Oggi viene celebrata in tutto il mondo la Giornata internazionale per l’eliminazione della violenza contro le donne. Nonostante siano previste un sacco di iniziative lodevoli, la situazione resta però allarmante anche nel nostro paese: secondo gli ultimi dati rilevati dall’Istat, infatti, in Italia una donna su 3 nell’età compresa tra i 16 e i 60 anni è stata vittima di violenze.

Altro numero preoccupante è quello delle donne che hanno trovato il coraggio di denunciare la violenza subita: appena il 12%. Per provare a cambiare questa situazione, Giovanna Martelli, consigliera del presidente del Consiglio in materia di Pari Opportunità, ha annunciato che saranno stanziati 7 milioni di euro per finanziare lo sviluppo del sostegno nei confronti delle donne vittime di abusi e violenze.
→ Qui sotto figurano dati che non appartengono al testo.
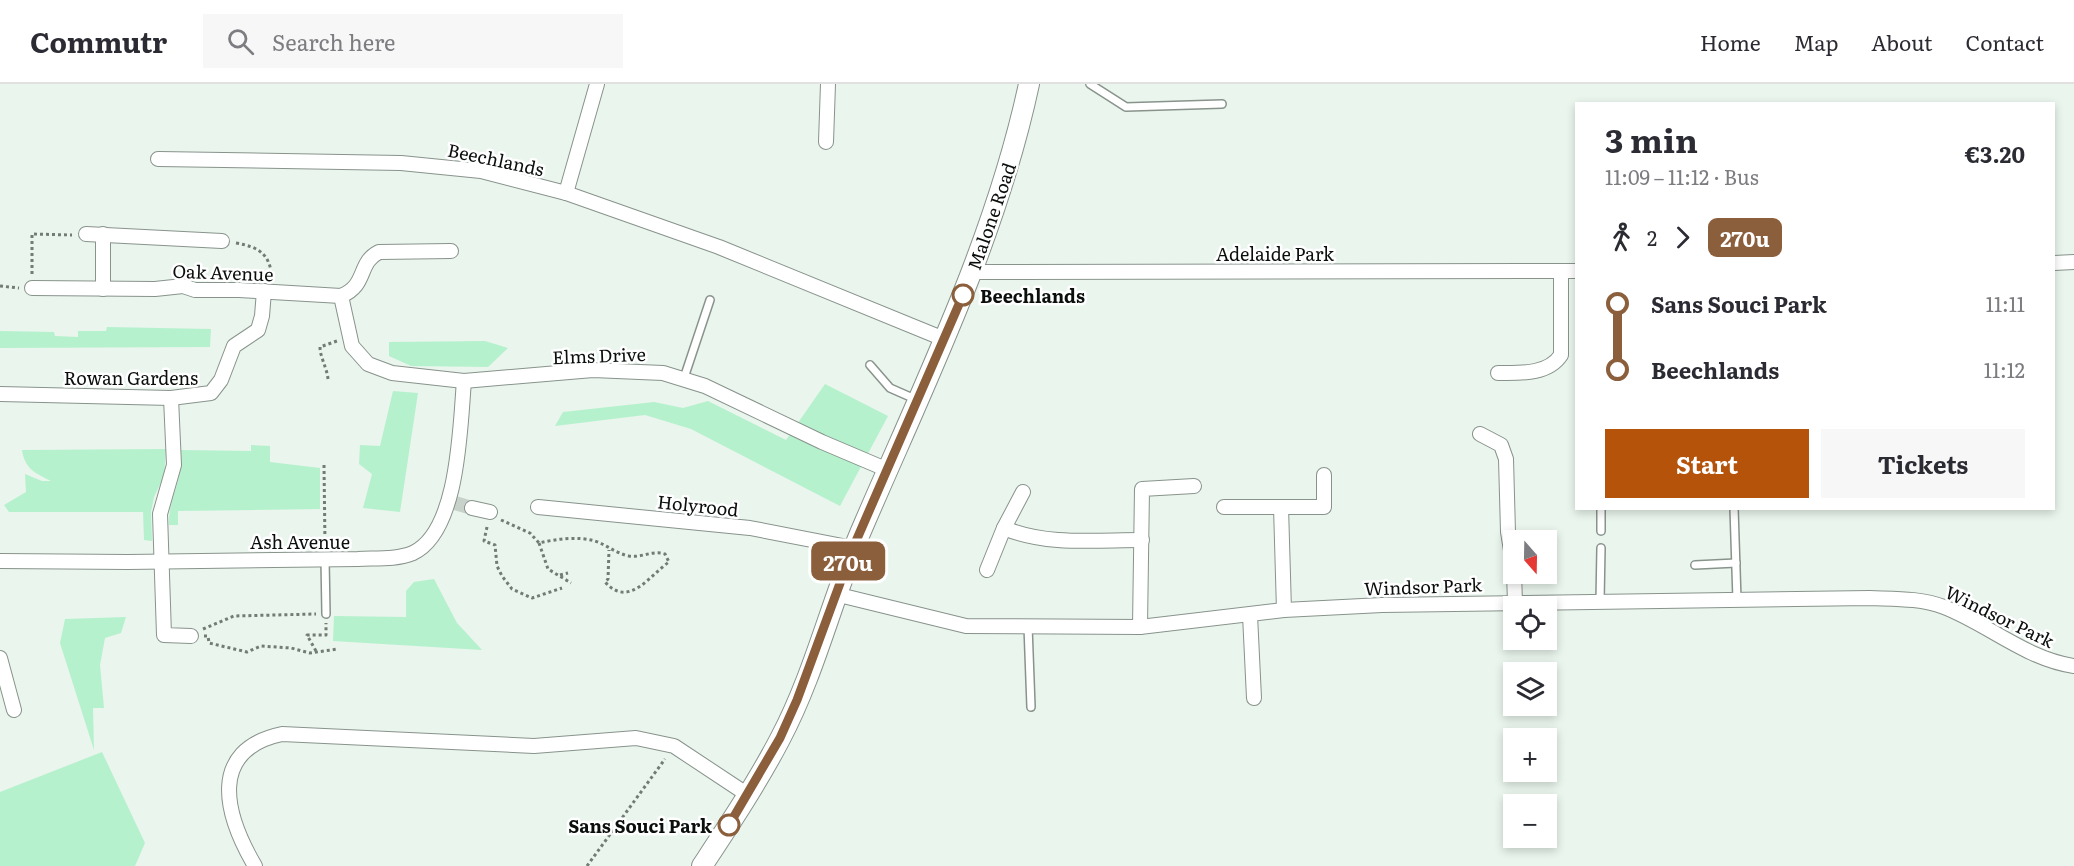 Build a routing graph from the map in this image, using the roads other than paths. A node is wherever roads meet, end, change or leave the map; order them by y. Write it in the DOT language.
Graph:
graph roads {
  1 [pos="597,84"];
  2 [pos="828,84"];
  3 [pos="1029,84"];
  4 [pos="1090,84"];
  5 [pos="1222,104"];
  6 [pos="826,142"];
  7 [pos="158,159"];
  8 [pos="566,194"];
  9 [pos="86,234"];
  10 [pos="103,234"];
  11 [pos="222,241"];
  12 [pos="451,251"];
  13 [pos="2055,262"];
  14 [pos="2074,262"];
  15 [pos="1561,271"];
  16 [pos="1575,271"];
  17 [pos="973,272"];
  18 [pos="32,288"];
  19 [pos="103,289"];
  20 [pos="269,291"];
  21 [pos="341,296"];
  22 [pos="710,300"];
  23 [pos="944,339"];
  24 [pos="870,365"];
  25 [pos="1498,373"];
  26 [pos="684,378"];
  27 [pos="464,381"];
  28 [pos="0,394"];
  29 [pos="171,398"];
  30 [pos="918,400"];
  31 [pos="1480,434"];
  32 [pos="888,470"];
  33 [pos="1324,475"];
  34 [pos="1194,486"];
  35 [pos="1023,492"];
  36 [pos="538,507"];
  37 [pos="1224,507"];
  38 [pos="1281,507"];
  39 [pos="472,508"];
  40 [pos="1601,510"];
  41 [pos="1734,510"];
  42 [pos="489,518"];
  43 [pos="1004,528"];
  44 [pos="1508,530"];
  45 [pos="1601,531"];
  46 [pos="1142,540"];
  47 [pos="853,548"];
  48 [pos="1601,548"];
  49 [pos="325,559"];
  50 [pos="0,561"];
  51 [pos="161,561"];
  52 [pos="1736,563"];
  53 [pos="1695,565"];
  54 [pos="987,570"];
  55 [pos="835,594"];
  56 [pos="1737,600"];
  57 [pos="1600,601"];
  58 [pos="1503,602"];
  59 [pos="1557,602"];
  60 [pos="1284,610"];
  61 [pos="326,614"];
  62 [pos="1250,615"];
  63 [pos="1028,626"];
  64 [pos="1140,627"];
  65 [pos="191,636"];
  66 [pos="0,658"];
  67 [pos="2074,666"];
  68 [pos="1254,698"];
  69 [pos="1031,707"];
  70 [pos="15,710"];
  71 [pos="748,795"];
  72 [pos="255,866"];
  73 [pos="702,866"];
  1 -- 8 [label="street"];
  2 -- 6 [label="street"];
  3 -- 17 [label="main road, Malone Road"];
  4 -- 5 [label="lane"];
  7 -- 8 [label="street, Beechlands"];
  8 -- 23 [label="street, Beechlands"];
  9 -- 10 [label="street"];
  10 -- 11 [label="street"];
  10 -- 19 [label="street"];
  12 -- 21 [label="street"];
  13 -- 14 [label="street"];
  15 -- 16 [label="street, Adelaide Park"];
  15 -- 17 [label="street, Adelaide Park"];
  15 -- 25 [label="street"];
  17 -- 23 [label="main road, Malone Road"];
  18 -- 19 [label="street, Oak Avenue"];
  19 -- 20 [label="street, Oak Avenue"];
  20 -- 21 [label="street, Oak Avenue"];
  20 -- 29 [label="street, Rowan Gardens"];
  21 -- 27 [label="street, Elms Drive"];
  22 -- 26 [label="lane"];
  23 -- 30 [label="main road, Malone Road"];
  24 -- 30 [label="lane"];
  26 -- 27 [label="street, Elms Drive"];
  26 -- 32 [label="street, Elms Drive"];
  27 -- 49 [label="street, Ash Avenue"];
  28 -- 29 [label="street, Rowan Gardens"];
  29 -- 51 [label="street"];
  30 -- 32 [label="main road, Malone Road"];
  31 -- 44 [label="street"];
  32 -- 47 [label="main road, Malone Road"];
  33 -- 38 [label="street"];
  34 -- 46 [label="street"];
  35 -- 43 [label="street"];
  36 -- 47 [label="street, Holyrood"];
  37 -- 38 [label="street"];
  38 -- 60 [label="street"];
  39 -- 42 [label="street"];
  40 -- 45 [label="lane"];
  41 -- 52 [label="lane"];
  43 -- 46 [label="street"];
  43 -- 54 [label="street"];
  46 -- 64 [label="street"];
  47 -- 55 [label="main road, Malone Road"];
  48 -- 57 [label="lane"];
  49 -- 51 [label="street, Ash Avenue"];
  49 -- 61 [label="lane"];
  50 -- 51 [label="street, Ash Avenue"];
  51 -- 65 [label="street"];
  52 -- 53 [label="lane"];
  52 -- 56 [label="lane"];
  55 -- 63 [label="street, Windsor Park"];
  55 -- 71 [label="main road, Malone Road"];
  56 -- 57 [label="street, Windsor Park"];
  56 -- 67 [label="street, Windsor Park"];
  57 -- 59 [label="street, Windsor Park"];
  58 -- 60 [label="street, Windsor Park"];
  60 -- 62 [label="street, Windsor Park"];
  62 -- 64 [label="street, Windsor Park"];
  62 -- 68 [label="street"];
  63 -- 64 [label="street, Windsor Park"];
  63 -- 69 [label="lane"];
  66 -- 70 [label="street"];
  71 -- 72 [label="street"];
  71 -- 73 [label="main road, Malone Road"];
}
Vicino all’argomento della violenza contro le donne si è dimostrato Sergio Mattarella. Il presidente della Repubblica ha infatti dichiarato: “Contrastare la violenza sulle donne è un compito essenziale di ogni società che si proponga la piena tutela dei diritti fondamentali della persona. L’educazione al rispetto reciproco, nei rapporti personali e nelle relazioni sociali, è alla base del nostro vivere civile. La violenza sulle donne è un fenomeno sociale ingiustificabile che attecchisce ancora in troppe realtà, private e collettive e nessun pretesto può giustificarla. Si tratta di comportamenti che vanno combattuti fermamente. La scuola e le altre attività in cui si esplica la crescita della persona devono essere in prima fila contro ogni forma di violenza, pregiudizio e discriminazione”.

Sul fronte della battaglia contro la violenza sulle donne si è schierata anche Laura Boldrini. La presidente della Camera dei Deputati ha tenuto a ricordare: “Non dobbiamo abbassare la guardia. Mettere la crocetta sulla casella ‘azioni di contrasto alla violenza contro le donne’, come se non dovessimo più occuparcene”.

Tra i numeri forniti dall’Istat, risulta che il 35% degli uomini considera che la questione della violenza sulle donne vada risolta “tra le pareti di casa” e il 20% degli uomini considera normale il fatto che un uomo tradito dalla compagna possa diventare violento. Laura Boldrini ha commentato con preoccupazione questi dati “i cui risultati non esiterei a definire agghiaccianti. […] La battaglia, dunque, è tutt’altro che vinta”.